The problem: The answer must be every record below, reproduced exactly.

Material for this task:
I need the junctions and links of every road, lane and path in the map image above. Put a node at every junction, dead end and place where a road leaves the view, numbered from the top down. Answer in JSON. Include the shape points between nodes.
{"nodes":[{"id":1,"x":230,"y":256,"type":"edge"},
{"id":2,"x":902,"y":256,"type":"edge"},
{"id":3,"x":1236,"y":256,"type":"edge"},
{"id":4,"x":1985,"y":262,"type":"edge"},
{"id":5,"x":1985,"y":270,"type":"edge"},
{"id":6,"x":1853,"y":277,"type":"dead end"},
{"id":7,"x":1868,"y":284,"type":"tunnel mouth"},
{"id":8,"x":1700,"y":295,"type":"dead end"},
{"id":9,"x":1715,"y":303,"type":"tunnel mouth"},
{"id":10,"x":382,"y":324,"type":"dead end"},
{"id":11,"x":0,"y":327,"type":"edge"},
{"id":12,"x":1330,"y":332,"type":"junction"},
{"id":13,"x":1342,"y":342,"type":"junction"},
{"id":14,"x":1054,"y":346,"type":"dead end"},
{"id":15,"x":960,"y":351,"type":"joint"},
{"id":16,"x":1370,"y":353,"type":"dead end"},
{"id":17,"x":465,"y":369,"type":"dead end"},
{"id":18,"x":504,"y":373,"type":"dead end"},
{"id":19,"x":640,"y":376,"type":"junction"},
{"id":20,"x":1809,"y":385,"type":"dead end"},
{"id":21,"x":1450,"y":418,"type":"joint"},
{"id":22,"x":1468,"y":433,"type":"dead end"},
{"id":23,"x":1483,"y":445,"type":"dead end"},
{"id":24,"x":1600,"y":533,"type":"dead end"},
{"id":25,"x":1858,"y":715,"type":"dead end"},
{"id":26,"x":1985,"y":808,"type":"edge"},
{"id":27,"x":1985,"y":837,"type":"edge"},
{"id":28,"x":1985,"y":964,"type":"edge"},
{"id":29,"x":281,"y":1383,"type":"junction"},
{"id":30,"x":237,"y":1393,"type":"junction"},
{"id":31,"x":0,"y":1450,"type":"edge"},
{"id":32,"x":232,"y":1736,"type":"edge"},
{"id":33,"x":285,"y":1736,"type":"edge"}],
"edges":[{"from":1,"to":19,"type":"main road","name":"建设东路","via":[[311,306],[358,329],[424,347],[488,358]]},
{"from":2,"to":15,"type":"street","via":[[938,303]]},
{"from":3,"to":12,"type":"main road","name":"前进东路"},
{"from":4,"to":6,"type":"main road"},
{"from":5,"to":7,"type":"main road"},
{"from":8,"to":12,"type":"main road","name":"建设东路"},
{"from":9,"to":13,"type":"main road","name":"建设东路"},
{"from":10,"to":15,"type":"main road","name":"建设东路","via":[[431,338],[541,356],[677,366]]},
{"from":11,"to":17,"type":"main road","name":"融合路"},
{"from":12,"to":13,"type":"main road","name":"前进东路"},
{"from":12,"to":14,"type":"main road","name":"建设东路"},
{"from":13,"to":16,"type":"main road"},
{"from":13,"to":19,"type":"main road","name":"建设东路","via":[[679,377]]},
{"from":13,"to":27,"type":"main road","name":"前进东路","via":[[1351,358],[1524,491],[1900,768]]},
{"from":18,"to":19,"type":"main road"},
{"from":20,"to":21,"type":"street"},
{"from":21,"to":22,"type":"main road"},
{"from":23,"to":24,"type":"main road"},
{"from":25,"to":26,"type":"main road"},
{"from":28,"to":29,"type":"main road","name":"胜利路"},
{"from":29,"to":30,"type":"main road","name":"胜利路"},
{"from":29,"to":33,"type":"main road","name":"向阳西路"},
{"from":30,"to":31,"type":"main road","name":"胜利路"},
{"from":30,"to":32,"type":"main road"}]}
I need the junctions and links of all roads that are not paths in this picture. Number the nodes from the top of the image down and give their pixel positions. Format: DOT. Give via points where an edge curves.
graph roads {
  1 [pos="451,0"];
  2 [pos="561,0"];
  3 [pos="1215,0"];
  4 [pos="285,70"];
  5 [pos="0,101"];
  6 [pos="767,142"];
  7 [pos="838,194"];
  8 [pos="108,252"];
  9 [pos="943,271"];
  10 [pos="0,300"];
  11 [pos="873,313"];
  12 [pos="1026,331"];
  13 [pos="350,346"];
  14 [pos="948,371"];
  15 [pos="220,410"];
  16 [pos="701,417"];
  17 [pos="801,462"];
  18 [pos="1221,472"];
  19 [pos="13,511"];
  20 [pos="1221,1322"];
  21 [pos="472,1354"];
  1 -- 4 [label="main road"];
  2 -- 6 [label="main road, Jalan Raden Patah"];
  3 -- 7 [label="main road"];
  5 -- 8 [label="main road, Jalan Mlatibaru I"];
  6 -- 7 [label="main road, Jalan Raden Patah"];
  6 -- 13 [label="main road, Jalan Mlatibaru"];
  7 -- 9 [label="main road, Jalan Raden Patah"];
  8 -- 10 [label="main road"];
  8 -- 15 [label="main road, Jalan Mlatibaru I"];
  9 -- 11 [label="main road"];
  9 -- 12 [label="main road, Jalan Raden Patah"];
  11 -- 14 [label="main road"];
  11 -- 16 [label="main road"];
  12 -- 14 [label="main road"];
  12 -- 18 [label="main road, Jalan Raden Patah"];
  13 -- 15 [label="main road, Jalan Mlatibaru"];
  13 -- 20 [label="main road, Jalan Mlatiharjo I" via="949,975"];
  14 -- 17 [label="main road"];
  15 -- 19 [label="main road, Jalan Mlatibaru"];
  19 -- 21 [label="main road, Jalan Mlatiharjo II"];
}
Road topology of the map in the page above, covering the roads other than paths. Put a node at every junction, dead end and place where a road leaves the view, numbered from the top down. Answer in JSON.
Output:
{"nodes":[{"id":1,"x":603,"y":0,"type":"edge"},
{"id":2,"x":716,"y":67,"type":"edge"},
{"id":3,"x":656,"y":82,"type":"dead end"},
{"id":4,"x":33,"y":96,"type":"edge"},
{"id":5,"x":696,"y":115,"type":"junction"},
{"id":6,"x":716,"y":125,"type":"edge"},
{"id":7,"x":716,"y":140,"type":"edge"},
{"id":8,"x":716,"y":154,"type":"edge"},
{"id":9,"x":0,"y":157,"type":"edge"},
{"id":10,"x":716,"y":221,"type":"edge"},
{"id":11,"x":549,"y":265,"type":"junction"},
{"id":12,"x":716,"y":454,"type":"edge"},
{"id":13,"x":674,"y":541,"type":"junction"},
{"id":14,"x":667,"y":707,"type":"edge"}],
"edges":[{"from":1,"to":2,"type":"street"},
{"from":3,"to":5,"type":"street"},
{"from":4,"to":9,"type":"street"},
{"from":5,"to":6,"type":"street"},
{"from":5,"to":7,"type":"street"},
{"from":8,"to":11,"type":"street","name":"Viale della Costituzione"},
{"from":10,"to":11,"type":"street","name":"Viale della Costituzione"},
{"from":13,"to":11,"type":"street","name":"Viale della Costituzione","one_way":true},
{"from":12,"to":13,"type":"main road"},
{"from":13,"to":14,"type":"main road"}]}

Task answer:
I need the junctions and links of every road, lane and path in the map image above. Put a node at every junction, dead end and place where a road leaves the view, numbered from the top down. Answer in JSON. Include the shape points between nodes.
{"nodes":[{"id":1,"x":230,"y":256,"type":"edge"},
{"id":2,"x":902,"y":256,"type":"edge"},
{"id":3,"x":1236,"y":256,"type":"edge"},
{"id":4,"x":1985,"y":262,"type":"edge"},
{"id":5,"x":1985,"y":270,"type":"edge"},
{"id":6,"x":1853,"y":277,"type":"dead end"},
{"id":7,"x":1868,"y":284,"type":"tunnel mouth"},
{"id":8,"x":1700,"y":295,"type":"dead end"},
{"id":9,"x":1715,"y":303,"type":"tunnel mouth"},
{"id":10,"x":382,"y":324,"type":"dead end"},
{"id":11,"x":0,"y":327,"type":"edge"},
{"id":12,"x":1330,"y":332,"type":"junction"},
{"id":13,"x":1342,"y":342,"type":"junction"},
{"id":14,"x":1054,"y":346,"type":"dead end"},
{"id":15,"x":960,"y":351,"type":"joint"},
{"id":16,"x":1370,"y":353,"type":"dead end"},
{"id":17,"x":465,"y":369,"type":"dead end"},
{"id":18,"x":504,"y":373,"type":"dead end"},
{"id":19,"x":640,"y":376,"type":"junction"},
{"id":20,"x":1809,"y":385,"type":"dead end"},
{"id":21,"x":1450,"y":418,"type":"joint"},
{"id":22,"x":1468,"y":433,"type":"dead end"},
{"id":23,"x":1483,"y":445,"type":"dead end"},
{"id":24,"x":1600,"y":533,"type":"dead end"},
{"id":25,"x":1858,"y":715,"type":"dead end"},
{"id":26,"x":1985,"y":808,"type":"edge"},
{"id":27,"x":1985,"y":837,"type":"edge"},
{"id":28,"x":1985,"y":964,"type":"edge"},
{"id":29,"x":281,"y":1383,"type":"junction"},
{"id":30,"x":237,"y":1393,"type":"junction"},
{"id":31,"x":0,"y":1450,"type":"edge"},
{"id":32,"x":232,"y":1736,"type":"edge"},
{"id":33,"x":285,"y":1736,"type":"edge"}],
"edges":[{"from":1,"to":19,"type":"main road","name":"建设东路","via":[[311,306],[358,329],[424,347],[488,358]]},
{"from":2,"to":15,"type":"street","via":[[938,303]]},
{"from":3,"to":12,"type":"main road","name":"前进东路"},
{"from":4,"to":6,"type":"main road"},
{"from":5,"to":7,"type":"main road"},
{"from":8,"to":12,"type":"main road","name":"建设东路"},
{"from":9,"to":13,"type":"main road","name":"建设东路"},
{"from":10,"to":15,"type":"main road","name":"建设东路","via":[[431,338],[541,356],[677,366]]},
{"from":11,"to":17,"type":"main road","name":"融合路"},
{"from":12,"to":13,"type":"main road","name":"前进东路"},
{"from":12,"to":14,"type":"main road","name":"建设东路"},
{"from":13,"to":16,"type":"main road"},
{"from":13,"to":19,"type":"main road","name":"建设东路","via":[[679,377]]},
{"from":13,"to":27,"type":"main road","name":"前进东路","via":[[1351,358],[1524,491],[1900,768]]},
{"from":18,"to":19,"type":"main road"},
{"from":20,"to":21,"type":"street"},
{"from":21,"to":22,"type":"main road"},
{"from":23,"to":24,"type":"main road"},
{"from":25,"to":26,"type":"main road"},
{"from":28,"to":29,"type":"main road","name":"胜利路"},
{"from":29,"to":30,"type":"main road","name":"胜利路"},
{"from":29,"to":33,"type":"main road","name":"向阳西路"},
{"from":30,"to":31,"type":"main road","name":"胜利路"},
{"from":30,"to":32,"type":"main road"}]}
I need the junctions and links of all roads that are not paths in this picture. Number the nodes from the top of the image down and give their pixel positions. Format: DOT. Give via points where an edge curves.
graph roads {
  1 [pos="451,0"];
  2 [pos="561,0"];
  3 [pos="1215,0"];
  4 [pos="285,70"];
  5 [pos="0,101"];
  6 [pos="767,142"];
  7 [pos="838,194"];
  8 [pos="108,252"];
  9 [pos="943,271"];
  10 [pos="0,300"];
  11 [pos="873,313"];
  12 [pos="1026,331"];
  13 [pos="350,346"];
  14 [pos="948,371"];
  15 [pos="220,410"];
  16 [pos="701,417"];
  17 [pos="801,462"];
  18 [pos="1221,472"];
  19 [pos="13,511"];
  20 [pos="1221,1322"];
  21 [pos="472,1354"];
  1 -- 4 [label="main road"];
  2 -- 6 [label="main road, Jalan Raden Patah"];
  3 -- 7 [label="main road"];
  5 -- 8 [label="main road, Jalan Mlatibaru I"];
  6 -- 7 [label="main road, Jalan Raden Patah"];
  6 -- 13 [label="main road, Jalan Mlatibaru"];
  7 -- 9 [label="main road, Jalan Raden Patah"];
  8 -- 10 [label="main road"];
  8 -- 15 [label="main road, Jalan Mlatibaru I"];
  9 -- 11 [label="main road"];
  9 -- 12 [label="main road, Jalan Raden Patah"];
  11 -- 14 [label="main road"];
  11 -- 16 [label="main road"];
  12 -- 14 [label="main road"];
  12 -- 18 [label="main road, Jalan Raden Patah"];
  13 -- 15 [label="main road, Jalan Mlatibaru"];
  13 -- 20 [label="main road, Jalan Mlatiharjo I" via="949,975"];
  14 -- 17 [label="main road"];
  15 -- 19 [label="main road, Jalan Mlatibaru"];
  19 -- 21 [label="main road, Jalan Mlatiharjo II"];
}
Road topology of the map in the page above, covering the roads other than paths. Put a node at every junction, dead end and place where a road leaves the view, numbered from the top down. Answer in JSON.
Output:
{"nodes":[{"id":1,"x":603,"y":0,"type":"edge"},
{"id":2,"x":716,"y":67,"type":"edge"},
{"id":3,"x":656,"y":82,"type":"dead end"},
{"id":4,"x":33,"y":96,"type":"edge"},
{"id":5,"x":696,"y":115,"type":"junction"},
{"id":6,"x":716,"y":125,"type":"edge"},
{"id":7,"x":716,"y":140,"type":"edge"},
{"id":8,"x":716,"y":154,"type":"edge"},
{"id":9,"x":0,"y":157,"type":"edge"},
{"id":10,"x":716,"y":221,"type":"edge"},
{"id":11,"x":549,"y":265,"type":"junction"},
{"id":12,"x":716,"y":454,"type":"edge"},
{"id":13,"x":674,"y":541,"type":"junction"},
{"id":14,"x":667,"y":707,"type":"edge"}],
"edges":[{"from":1,"to":2,"type":"street"},
{"from":3,"to":5,"type":"street"},
{"from":4,"to":9,"type":"street"},
{"from":5,"to":6,"type":"street"},
{"from":5,"to":7,"type":"street"},
{"from":8,"to":11,"type":"street","name":"Viale della Costituzione"},
{"from":10,"to":11,"type":"street","name":"Viale della Costituzione"},
{"from":13,"to":11,"type":"street","name":"Viale della Costituzione","one_way":true},
{"from":12,"to":13,"type":"main road"},
{"from":13,"to":14,"type":"main road"}]}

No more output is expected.